Lange herrschte in der Wirtschaft weitverbreitet die Angst, die EU werde bei einer einseitig beschlossenen Massnahme die bilateralen Verträge kündigen. Rühl geht zwar davon aus, dass es Reaktionen aus der EU geben würde. Allerdings seien die Verträge auch im Interesse der EU: «An eine leichtfertige Kündigung glaube ich nicht.»
«Wenn es etwas Besseres gibt, dann sind wir sicher dafür zu haben. Dann muss man schauen, wie man das durchsetzt.»
Deshalb will die Wirtschaft jetzt mit der Umsetzung der Zuwanderungsinitiative vorwärtsmachen. Nach den eidgenössischen Wahlen seien die Parteien wieder wesentlich offener, berichtet Rühl. Auch mit Christoph Blocher habe es Gespräche gegeben.
Der SVP-Vordenker freut sich über das Entgegenkommen der Wirtschaft und signalisiert Kompromissbereitschaft. Auf fixen Kontingenten will er nicht zwingend beharren: «Wenn es etwas Besseres gibt, dann sind wir sicher dafür zu haben. Und dann muss man schauen, wie man das durchsetzt.»
Es sei auch denkbar, erneut eine Volksabstimmung zu machen, wenn es dafür eine Verfassungsänderung brauche, bemerkt Blocher.
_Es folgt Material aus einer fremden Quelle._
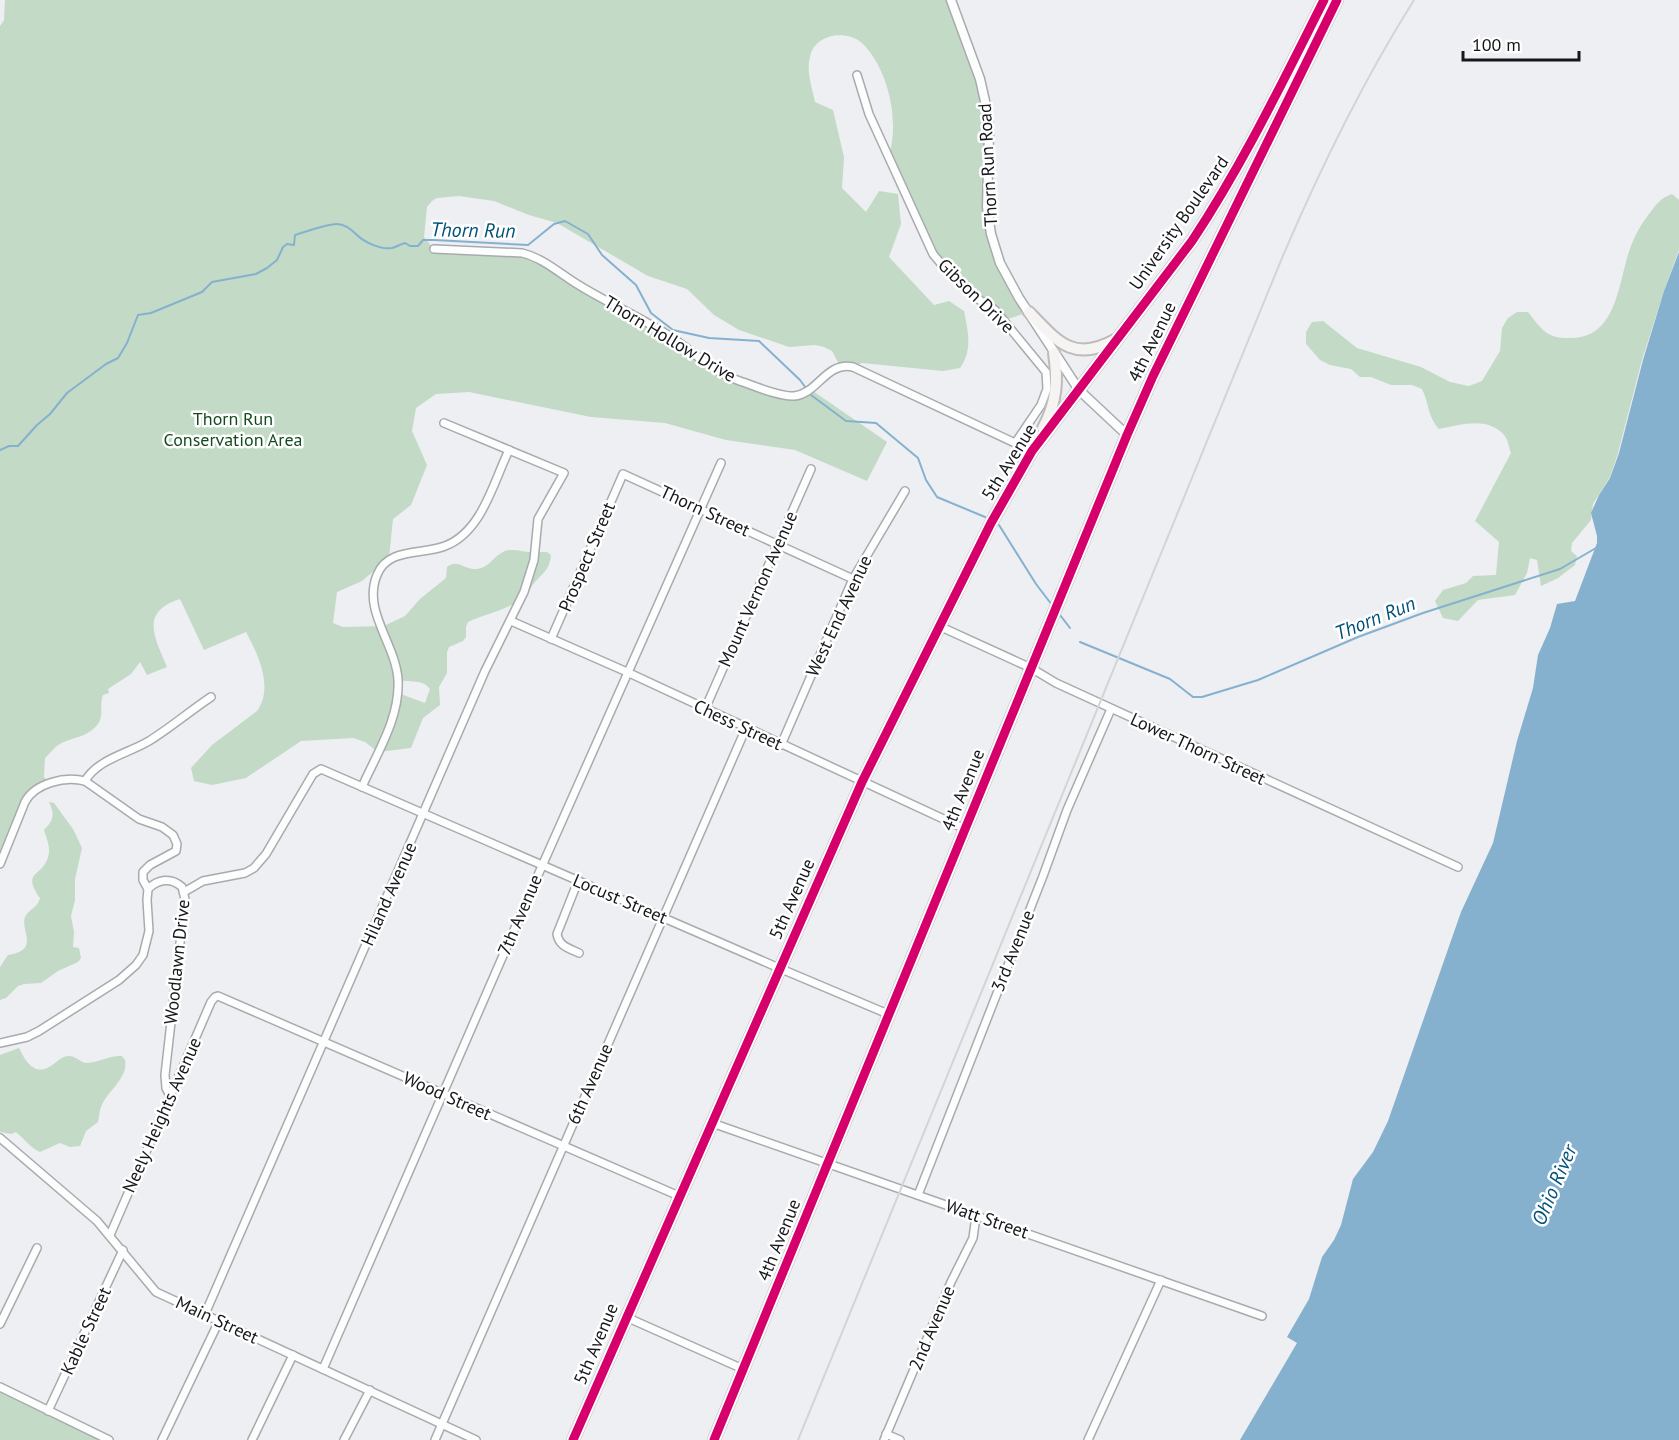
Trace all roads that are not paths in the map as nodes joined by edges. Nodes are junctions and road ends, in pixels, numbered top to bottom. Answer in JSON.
{"nodes":[{"id":1,"x":951,"y":0,"type":"edge"},
{"id":2,"x":1324,"y":0,"type":"edge"},
{"id":3,"x":1337,"y":0,"type":"edge"},
{"id":4,"x":857,"y":75,"type":"dead end"},
{"id":5,"x":1259,"y":161,"type":"joint"},
{"id":6,"x":1240,"y":166,"type":"junction"},
{"id":7,"x":1254,"y":172,"type":"junction"},
{"id":8,"x":434,"y":249,"type":"dead end"},
{"id":9,"x":1029,"y":312,"type":"junction"},
{"id":10,"x":1118,"y":338,"type":"junction"},
{"id":11,"x":1054,"y":353,"type":"junction"},
{"id":12,"x":1078,"y":390,"type":"junction"},
{"id":13,"x":444,"y":423,"type":"dead end"},
{"id":14,"x":1126,"y":435,"type":"junction"},
{"id":15,"x":1016,"y":442,"type":"junction"},
{"id":16,"x":509,"y":450,"type":"junction"},
{"id":17,"x":1032,"y":451,"type":"junction"},
{"id":18,"x":721,"y":463,"type":"dead end"},
{"id":19,"x":811,"y":468,"type":"dead end"},
{"id":20,"x":623,"y":474,"type":"joint"},
{"id":21,"x":905,"y":491,"type":"dead end"},
{"id":22,"x":699,"y":508,"type":"junction"},
{"id":23,"x":777,"y":544,"type":"junction"},
{"id":24,"x":853,"y":579,"type":"junction"},
{"id":25,"x":511,"y":621,"type":"junction"},
{"id":26,"x":939,"y":626,"type":"junction"},
{"id":27,"x":551,"y":639,"type":"junction"},
{"id":28,"x":1031,"y":668,"type":"junction"},
{"id":29,"x":627,"y":672,"type":"junction"},
{"id":30,"x":211,"y":697,"type":"dead end"},
{"id":31,"x":705,"y":709,"type":"junction"},
{"id":32,"x":1112,"y":709,"type":"junction"},
{"id":33,"x":746,"y":728,"type":"junction"},
{"id":34,"x":781,"y":745,"type":"junction"},
{"id":35,"x":85,"y":781,"type":"junction"},
{"id":36,"x":862,"y":782,"type":"junction"},
{"id":37,"x":362,"y":787,"type":"junction"},
{"id":38,"x":424,"y":814,"type":"junction"},
{"id":39,"x":965,"y":829,"type":"junction"},
{"id":40,"x":0,"y":864,"type":"edge"},
{"id":41,"x":542,"y":866,"type":"junction"},
{"id":42,"x":1458,"y":867,"type":"dead end"},
{"id":43,"x":578,"y":881,"type":"junction"},
{"id":44,"x":148,"y":889,"type":"junction"},
{"id":45,"x":184,"y":892,"type":"junction"},
{"id":46,"x":663,"y":918,"type":"junction"},
{"id":47,"x":579,"y":953,"type":"dead end"},
{"id":48,"x":779,"y":969,"type":"junction"},
{"id":49,"x":215,"y":997,"type":"joint"},
{"id":50,"x":888,"y":1014,"type":"junction"},
{"id":51,"x":324,"y":1042,"type":"junction"},
{"id":52,"x":0,"y":1043,"type":"edge"},
{"id":53,"x":442,"y":1094,"type":"junction"},
{"id":54,"x":170,"y":1096,"type":"junction"},
{"id":55,"x":712,"y":1123,"type":"junction"},
{"id":56,"x":0,"y":1138,"type":"edge"},
{"id":57,"x":563,"y":1146,"type":"junction"},
{"id":58,"x":828,"y":1164,"type":"junction"},
{"id":59,"x":918,"y":1195,"type":"junction"},
{"id":60,"x":679,"y":1196,"type":"junction"},
{"id":61,"x":976,"y":1216,"type":"junction"},
{"id":62,"x":110,"y":1235,"type":"junction"},
{"id":63,"x":37,"y":1248,"type":"dead end"},
{"id":64,"x":123,"y":1250,"type":"junction"},
{"id":65,"x":1161,"y":1280,"type":"junction"},
{"id":66,"x":205,"y":1314,"type":"junction"},
{"id":67,"x":1262,"y":1316,"type":"dead end"},
{"id":68,"x":626,"y":1317,"type":"junction"},
{"id":69,"x":219,"y":1321,"type":"junction"},
{"id":70,"x":0,"y":1324,"type":"edge"},
{"id":71,"x":293,"y":1355,"type":"junction"},
{"id":72,"x":323,"y":1369,"type":"junction"},
{"id":73,"x":743,"y":1370,"type":"junction"},
{"id":74,"x":0,"y":1387,"type":"edge"},
{"id":75,"x":370,"y":1390,"type":"junction"},
{"id":76,"x":48,"y":1411,"type":"junction"},
{"id":77,"x":442,"y":1424,"type":"junction"},
{"id":78,"x":885,"y":1437,"type":"edge"},
{"id":79,"x":109,"y":1440,"type":"edge"},
{"id":80,"x":162,"y":1440,"type":"edge"},
{"id":81,"x":252,"y":1440,"type":"edge"},
{"id":82,"x":344,"y":1440,"type":"edge"},
{"id":83,"x":435,"y":1440,"type":"edge"},
{"id":84,"x":476,"y":1440,"type":"edge"},
{"id":85,"x":573,"y":1440,"type":"edge"},
{"id":86,"x":714,"y":1440,"type":"edge"},
{"id":87,"x":900,"y":1440,"type":"edge"},
{"id":88,"x":1088,"y":1440,"type":"edge"}],
"edges":[{"from":1,"to":9,"type":"street","name":"Thorn Run Road"},
{"from":2,"to":6,"type":"main road","name":"University Boulevard"},
{"from":3,"to":5,"type":"main road","name":"University Boulevard"},
{"from":4,"to":15,"type":"street","name":"Gibson Drive"},
{"from":5,"to":7,"type":"main road","name":"4th Avenue"},
{"from":6,"to":7,"type":"main road"},
{"from":6,"to":10,"type":"main road","name":"University Boulevard"},
{"from":7,"to":14,"type":"main road","name":"4th Avenue"},
{"from":8,"to":15,"type":"street","name":"Thorn Hollow Drive"},
{"from":9,"to":10,"type":"main road"},
{"from":9,"to":11,"type":"street","name":"Thorn Run Road"},
{"from":10,"to":12,"type":"main road","name":"University Boulevard"},
{"from":11,"to":12,"type":"street","name":"Thorn Run Road"},
{"from":11,"to":17,"type":"main road"},
{"from":12,"to":14,"type":"street","name":"Thorn Run Road"},
{"from":12,"to":17,"type":"main road","name":"5th Avenue"},
{"from":13,"to":16,"type":"street"},
{"from":14,"to":28,"type":"main road","name":"4th Avenue"},
{"from":15,"to":17,"type":"street","name":"Thorn Hollow Drive"},
{"from":16,"to":25,"type":"street","name":"Hiland Avenue"},
{"from":16,"to":37,"type":"street"},
{"from":17,"to":26,"type":"main road","name":"5th Avenue"},
{"from":18,"to":22,"type":"street","name":"7th Avenue"},
{"from":19,"to":23,"type":"street","name":"Mount Vernon Avenue"},
{"from":20,"to":22,"type":"street","name":"Thorn Street"},
{"from":20,"to":27,"type":"street","name":"Prospect Street"},
{"from":21,"to":24,"type":"street","name":"West End Avenue"},
{"from":22,"to":23,"type":"street","name":"Thorn Street"},
{"from":22,"to":29,"type":"street","name":"7th Avenue"},
{"from":23,"to":24,"type":"street","name":"Thorn Street"},
{"from":23,"to":31,"type":"street","name":"Mount Vernon Avenue"},
{"from":24,"to":34,"type":"street","name":"West End Avenue"},
{"from":25,"to":27,"type":"street","name":"Chess Street"},
{"from":25,"to":38,"type":"street","name":"Hiland Avenue"},
{"from":26,"to":28,"type":"street","name":"Lower Thorn Street"},
{"from":26,"to":36,"type":"main road","name":"5th Avenue"},
{"from":27,"to":29,"type":"street","name":"Chess Street"},
{"from":28,"to":32,"type":"street","name":"Lower Thorn Street"},
{"from":28,"to":39,"type":"main road","name":"4th Avenue"},
{"from":29,"to":31,"type":"street","name":"Chess Street"},
{"from":29,"to":41,"type":"street","name":"7th Avenue"},
{"from":30,"to":35,"type":"street"},
{"from":31,"to":33,"type":"street","name":"Chess Street"},
{"from":32,"to":42,"type":"street","name":"Lower Thorn Street"},
{"from":32,"to":59,"type":"street","name":"3rd Avenue"},
{"from":33,"to":34,"type":"street","name":"Chess Street"},
{"from":33,"to":46,"type":"street","name":"6th Avenue"},
{"from":34,"to":36,"type":"street","name":"Chess Street"},
{"from":35,"to":40,"type":"street"},
{"from":35,"to":44,"type":"street"},
{"from":36,"to":39,"type":"street","name":"Chess Street"},
{"from":36,"to":48,"type":"main road","name":"5th Avenue"},
{"from":37,"to":38,"type":"street","name":"Locust Street"},
{"from":37,"to":45,"type":"street","name":"Locust Street"},
{"from":38,"to":41,"type":"street","name":"Locust Street"},
{"from":38,"to":51,"type":"street","name":"Hiland Avenue"},
{"from":39,"to":50,"type":"main road","name":"4th Avenue"},
{"from":41,"to":43,"type":"street","name":"Locust Street"},
{"from":41,"to":53,"type":"street","name":"7th Avenue"},
{"from":43,"to":46,"type":"street","name":"Locust Street"},
{"from":43,"to":47,"type":"street"},
{"from":44,"to":45,"type":"street","name":"Woodlawn Drive"},
{"from":44,"to":52,"type":"street","name":"Woodlawn Drive"},
{"from":45,"to":54,"type":"street","name":"Woodlawn Drive"},
{"from":46,"to":48,"type":"street","name":"Locust Street"},
{"from":46,"to":57,"type":"street","name":"6th Avenue"},
{"from":48,"to":50,"type":"street","name":"Locust Street"},
{"from":48,"to":55,"type":"main road","name":"5th Avenue"},
{"from":49,"to":51,"type":"street","name":"Wood Street"},
{"from":49,"to":54,"type":"street","name":"Neely Heights Avenue"},
{"from":50,"to":58,"type":"main road","name":"4th Avenue"},
{"from":51,"to":53,"type":"street","name":"Wood Street"},
{"from":51,"to":66,"type":"street","name":"Hiland Avenue"},
{"from":53,"to":57,"type":"street","name":"Wood Street"},
{"from":53,"to":72,"type":"street","name":"7th Avenue"},
{"from":54,"to":62,"type":"street","name":"Neely Heights Avenue"},
{"from":55,"to":58,"type":"street","name":"Watt Street"},
{"from":55,"to":60,"type":"main road","name":"5th Avenue"},
{"from":56,"to":62,"type":"street","name":"Main Street"},
{"from":57,"to":60,"type":"street","name":"Wood Street"},
{"from":57,"to":77,"type":"street","name":"6th Avenue"},
{"from":58,"to":59,"type":"street","name":"Watt Street"},
{"from":58,"to":73,"type":"main road","name":"4th Avenue"},
{"from":59,"to":61,"type":"street","name":"Watt Street"},
{"from":60,"to":68,"type":"main road","name":"5th Avenue"},
{"from":61,"to":65,"type":"street","name":"Watt Street"},
{"from":61,"to":78,"type":"street","name":"2nd Avenue"},
{"from":62,"to":64,"type":"street","name":"Main Street"},
{"from":63,"to":70,"type":"street"},
{"from":64,"to":66,"type":"street","name":"Main Street"},
{"from":64,"to":76,"type":"street","name":"Kable Street"},
{"from":65,"to":67,"type":"street","name":"Watt Street"},
{"from":65,"to":88,"type":"street"},
{"from":66,"to":69,"type":"street","name":"Main Street"},
{"from":68,"to":73,"type":"street"},
{"from":68,"to":85,"type":"main road","name":"5th Avenue"},
{"from":69,"to":71,"type":"street","name":"Main Street"},
{"from":69,"to":80,"type":"street"},
{"from":71,"to":72,"type":"street","name":"Main Street"},
{"from":71,"to":81,"type":"street"},
{"from":72,"to":75,"type":"street","name":"Main Street"},
{"from":73,"to":86,"type":"main road","name":"4th Avenue"},
{"from":74,"to":76,"type":"street"},
{"from":75,"to":77,"type":"street","name":"Main Street"},
{"from":75,"to":82,"type":"street"},
{"from":76,"to":79,"type":"street"},
{"from":77,"to":83,"type":"street","name":"6th Avenue"},
{"from":77,"to":84,"type":"street","name":"Main Street"},
{"from":78,"to":87,"type":"street"}]}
Die Zuwanderung in die Schweiz müsse aber deutlich beschränkt werde, sonst werde die SVP nicht zustimmen.
Keine Freude bei den Gewerkschaften
«Es wird gefährlich, wenn sich die Arbeitgeberverbände jetzt in die Arme der SVP begeben», warnt Daniel Lampart, Chefökonom des Gewerkschaftsbunds. Für ihn ist klar, dass es nicht Kontingente, sondern verstärkte flankierende Massnahmen braucht, damit die hiesigen Arbeitnehmer wegen der Zuwanderung nicht unter die Räder kommen: «Es ist viel besser, die Missbräuche direkt zu bekämpfen – mit Kontrollen und Bussen, falls sich die Arbeitgeber nicht an die Schweizer Löhne halten.»
Die «Gretchenfrage»
Aber selbst wenn Arbeitgeber, Economiesuisse und SVP jetzt hoffen, dass der Bundesrat möglichst schon diese Woche viele ihrer Vorschläge und Wünsche aufnimmt – von Einigkeit zu sprechen, wäre verfehlt. Denn umstritten bleibt, wie hoch die Zuwanderung noch sein dürfte.
Liegt die Zahl wie von der SVP angetönt eher bei 20‘000 Menschen pro Jahr? Oder eher bei 60‘000 gemäss den Wünschen der Wirtschaft? «Das ist dann die Gretchenfrage», sagt Blocher dazu.